Acidificação do vinho: conheça mais sobre as diversas técnicas disponíveis

Entre as intervenções dos enólogos no processo de elaboração de vinhos, uma das mais comuns é a adição de acidez. Prática corrente há várias décadas, sobretudo em vinícolas de grande porte em climas mais quentes, vem ganhando mais adeptos nos últimos anos. O motivo? Os impactos do aquecimento global, que, por conta de temperaturas mais altas, acaba resultando em uvas de menor acidez.

Embora bastante comum em vinhos em faixas mais acessíveis de preço, falar em acidificação de vinhos de alta gama soa como uma heresia para muitos. Por esta razão, é incomum ouvir um enólogo “bater no peito” e assumir esta prática, sobretudo em um mundo onde o respeito ao terroir e práticas mais sustentáveis ganham força. Porém, “as bruxas existem” e vale a pena entender melhor como este processo ainda tem um grande espaço na enologia moderna.

Várias alternativas

Diferentes métodos de acidificação têm aprovação pela Organização Internacional da Vinha e do Vinho (OIV), sendo os métodos de acidificação química os mais comuns, seguidos pela acidificação física e acidificação microbiológica. Técnica de acidificação mais comumente usada, a acidificação química é mais antiga, bem conhecida e traz múltiplas opções. O ácido tartárico, sobretudo, tem uso difundido por enólogos para reduzir o pH e aumentar a acidez total.

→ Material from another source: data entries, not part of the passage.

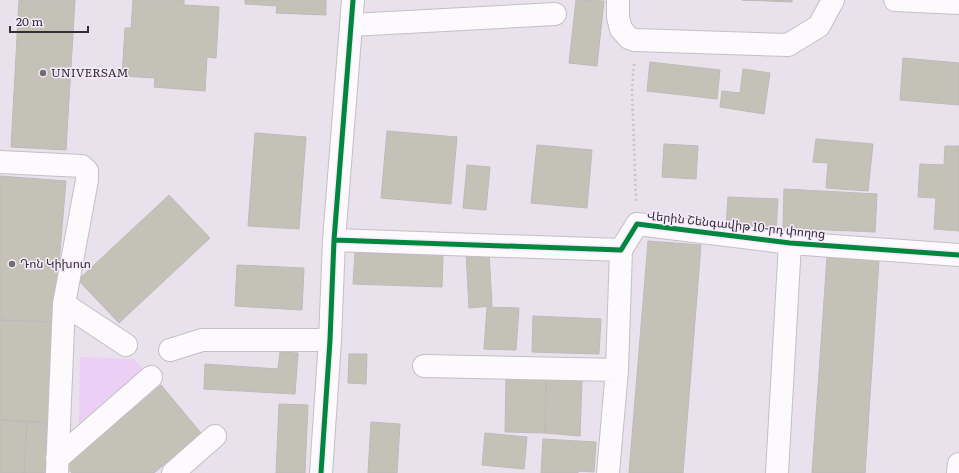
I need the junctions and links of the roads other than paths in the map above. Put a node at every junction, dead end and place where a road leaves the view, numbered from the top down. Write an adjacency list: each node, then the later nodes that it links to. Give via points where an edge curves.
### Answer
1 (353, 0): 7 (street)
2 (618, 0): 3 (street, via 621,29 629,38 635,40 788,45 819,26)
3 (832, 0)
4 (895, 0): 5 (street)
5 (959, 3)
6 (555, 14): 7 (street)
7 (351, 25): 9 (street)
8 (0, 162): 13 (street, via 82,166 87,171)
9 (334, 240): 11 (street); 14 (street)
10 (790, 243): 11 (street, Վերին Շենգավիթ 10-րդ փողոց, via 637,224); 12 (street, Վերին Շենգավիթ 10-րդ փողոց); 26 (street)
11 (621, 250): 18 (street)
12 (959, 255)
13 (64, 304): 15 (street); 22 (street)
14 (330, 340): 16 (street, via 202,340); 24 (street)
15 (126, 345)
16 (170, 350)
17 (424, 366): 18 (street)
18 (617, 370): 25 (street)
19 (151, 377): 22 (street)
20 (215, 436): 23 (street)
21 (959, 464): 27 (street)
22 (57, 466)
23 (173, 473)
24 (321, 473)
25 (608, 473)
26 (777, 473)
27 (958, 473)

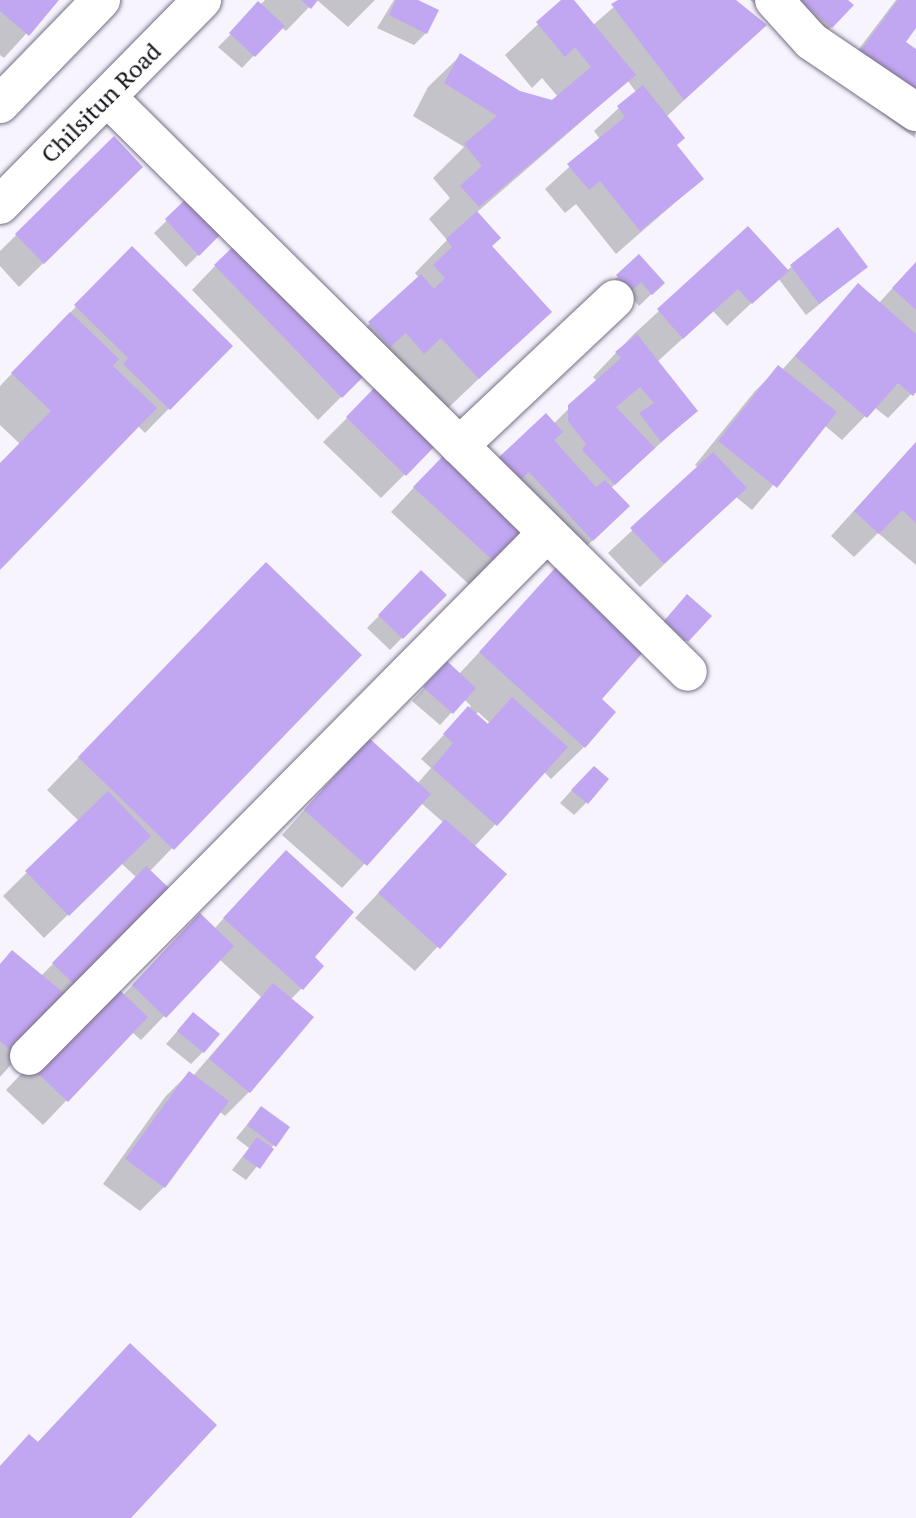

Enquanto a adição de ácidos orgânicos segue como uma prática comum para reduzir o pH do vinho, métodos físicos de acidificação surgiram como alternativa. Técnicas como resinas de troca iônica e eletrodiálise com membranas bipolares surgiram como alternativas às práticas mais tradicionais. Por fim, existem também abordagens microbiológicas para lidar com a baixa acidez no vinho. Vamos analisar em detalhes estes três grupos.

Acidificação química

A acidificação química é o método mais popular para a redução do pH nos vinhos. Mais quais seriam os níveis onde ela se faz necessária? Victor Dubois, consultor do lnstitut Coopératif du Vin, recomenda a análise de alguns dados. Por exemplo, ele indica a acidificação quando os níveis de ácido málico forem inferiores a 1,5 g/l, quando os níveis de ácido tartárico caírem abaixo de 4 g/l, quando a acidez total ficar abaixo de 3,5 ou 4 g/l de H2SO4, ou quando o pH exceder 3,6.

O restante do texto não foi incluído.